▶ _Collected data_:
◇ ◇ ◇

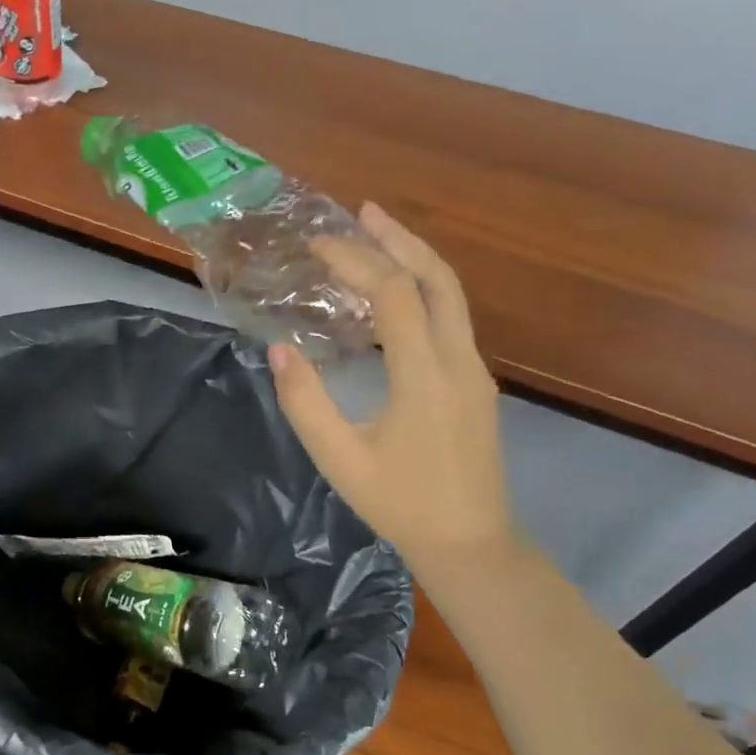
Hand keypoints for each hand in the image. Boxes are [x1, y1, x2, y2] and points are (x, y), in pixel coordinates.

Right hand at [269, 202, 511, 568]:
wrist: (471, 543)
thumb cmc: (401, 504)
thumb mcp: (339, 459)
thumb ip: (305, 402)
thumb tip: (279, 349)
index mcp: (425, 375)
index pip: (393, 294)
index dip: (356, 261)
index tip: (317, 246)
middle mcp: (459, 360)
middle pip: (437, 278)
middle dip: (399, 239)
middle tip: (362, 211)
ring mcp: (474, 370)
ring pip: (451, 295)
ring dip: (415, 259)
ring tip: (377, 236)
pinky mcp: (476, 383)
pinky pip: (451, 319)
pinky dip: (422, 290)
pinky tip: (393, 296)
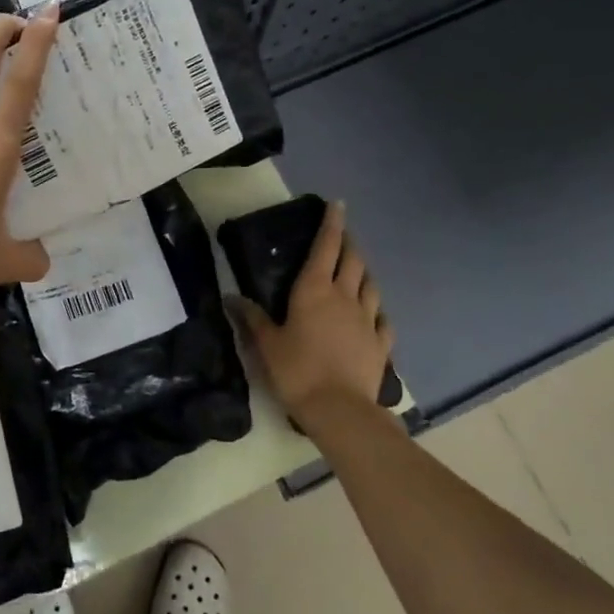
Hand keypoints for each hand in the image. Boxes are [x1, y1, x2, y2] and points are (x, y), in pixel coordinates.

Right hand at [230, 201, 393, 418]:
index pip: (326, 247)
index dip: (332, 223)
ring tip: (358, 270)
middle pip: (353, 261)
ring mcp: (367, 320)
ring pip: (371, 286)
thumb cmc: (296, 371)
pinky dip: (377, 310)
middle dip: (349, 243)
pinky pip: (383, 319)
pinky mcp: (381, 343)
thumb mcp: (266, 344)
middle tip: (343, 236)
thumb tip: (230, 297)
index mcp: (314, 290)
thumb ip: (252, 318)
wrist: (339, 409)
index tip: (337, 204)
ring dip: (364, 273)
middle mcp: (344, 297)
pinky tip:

◇ ◇ ◇

▶ _WORK ORDER_: Find the lines in the records that contain the word "thumb", then copy every one of them.

▶ _ANSWER TO THE PROBLEM_:
thumb cmc: (401, 504)
thumb mcp: (339, 459)
thumb ip: (305, 402)
thumb tip: (279, 349)
thumb cmc: (296, 371)
thumb mcp: (266, 344)
thumb tip: (230, 297)
thumb ip: (252, 318)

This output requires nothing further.